Que le début de ce texte était pénible. Dostoïevski nous plonge dans les limbes de l'esprit d'un homme qui, depuis son sous-sol, griffonne ses pensées sur l'existence humaine. L'entrée est abrupte, sans préparation. Nous sommes pris entre de grandes affirmations philosophiques et la torture interne d'un homme qui expose le complexe de supériorité qu'il s'est construit au fur et à mesure de sa vie. La lecture est très difficile, de grands poncifs sont étalés, sans fondement, sans argumentation solide qui sortirait du sophisme. L'homme se pense exceller dans chaque démonstration et pourtant sa médiocrité viscérale nous balaye l'esprit à chaque phrase. Pour être honnête, j'étais à deux doigts de laisser le livre me tomber des mains tant l'exercice de lecture était pénible. L'homme est creux, méprisable et se pense sans cesse au-dessus de la mêlée, toisant ses contemporains avec l'orgueil de celui-ci qui ne comprend pas la moitié de ce qu'il expose. Pourtant, quelque chose de plus interpelle : une sourde détestation, un mal-être latent qui sous-tend cette assurance.
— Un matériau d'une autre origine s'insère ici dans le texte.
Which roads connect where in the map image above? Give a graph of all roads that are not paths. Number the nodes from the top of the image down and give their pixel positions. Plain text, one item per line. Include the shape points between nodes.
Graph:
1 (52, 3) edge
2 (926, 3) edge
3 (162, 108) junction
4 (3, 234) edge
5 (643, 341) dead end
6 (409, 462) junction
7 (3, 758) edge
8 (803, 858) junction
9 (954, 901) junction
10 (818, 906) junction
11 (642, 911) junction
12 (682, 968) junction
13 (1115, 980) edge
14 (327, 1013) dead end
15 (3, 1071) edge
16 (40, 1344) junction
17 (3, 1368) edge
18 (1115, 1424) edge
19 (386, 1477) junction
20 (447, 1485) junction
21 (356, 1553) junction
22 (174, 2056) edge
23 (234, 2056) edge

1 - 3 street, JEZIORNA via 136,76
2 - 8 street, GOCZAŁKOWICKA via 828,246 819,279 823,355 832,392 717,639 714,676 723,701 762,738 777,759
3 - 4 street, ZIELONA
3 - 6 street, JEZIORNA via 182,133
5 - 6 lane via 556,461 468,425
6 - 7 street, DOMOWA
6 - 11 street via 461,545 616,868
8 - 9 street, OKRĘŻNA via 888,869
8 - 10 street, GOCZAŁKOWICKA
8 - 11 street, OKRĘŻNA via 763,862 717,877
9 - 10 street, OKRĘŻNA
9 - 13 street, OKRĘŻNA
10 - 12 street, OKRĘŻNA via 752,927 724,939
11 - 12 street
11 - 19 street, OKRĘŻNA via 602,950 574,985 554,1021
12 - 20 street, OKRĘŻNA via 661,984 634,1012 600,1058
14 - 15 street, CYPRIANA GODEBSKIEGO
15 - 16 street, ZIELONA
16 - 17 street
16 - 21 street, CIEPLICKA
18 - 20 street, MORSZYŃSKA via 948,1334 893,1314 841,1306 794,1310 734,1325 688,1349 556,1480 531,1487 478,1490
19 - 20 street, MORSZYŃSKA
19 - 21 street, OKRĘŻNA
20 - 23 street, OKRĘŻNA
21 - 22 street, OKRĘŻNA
Et puis, après la tempête, Dostoïevski nous délivre les graines qui ont façonnées cet esprit. La description faite est celle d'un homme déchu de la classe bourgeoise et qui s'est perdu dans les prémisses de la société moderne. Il est lettré, mais n'a de connaissance du monde que les bribes des livres qu'il a lu, desquels il s'est forgé une assurance factice et maladive. Il fait partie de la classe des médiocres : ceux qui ne dominent ni par la culture, ni par le travail, ni par leurs fréquentations ou leurs amitiés. Pourtant, par son statut social et l'image mentale qu'il se fait de la société, il se pense supérieur et déprécie constamment ses pairs. C'est un type de médiocre particulier, car malgré tous ses défauts, il pense. Le monde l'interroge, il tente de rationaliser ses échecs, de comprendre comment exister.
Partant d'une personnalité que nous aurions tous les droits et devoirs de détester, Dostoïevski nous fait apprendre à l'aimer. À travers des situations sociales qui tournent au ridicule le protagoniste et ses pensées, Dostoïevski nous fait entrevoir la flamme chancelante de cette âme qui crie à l'incompréhension de son monde. Cet homme est perdu, il déteste ce qu'il est, il déteste son image, il déteste ce que les autres renvoient de lui. Face à cela, il se mure dans l'exclusion volontaire et drape sa médiocrité sous sa fragile assurance.
Cet homme n'est rien, et le peu qu'il est nous apparaît détestable. Mais cet homme est beau parce qu'il tente de vivre, et sa vie a une importance.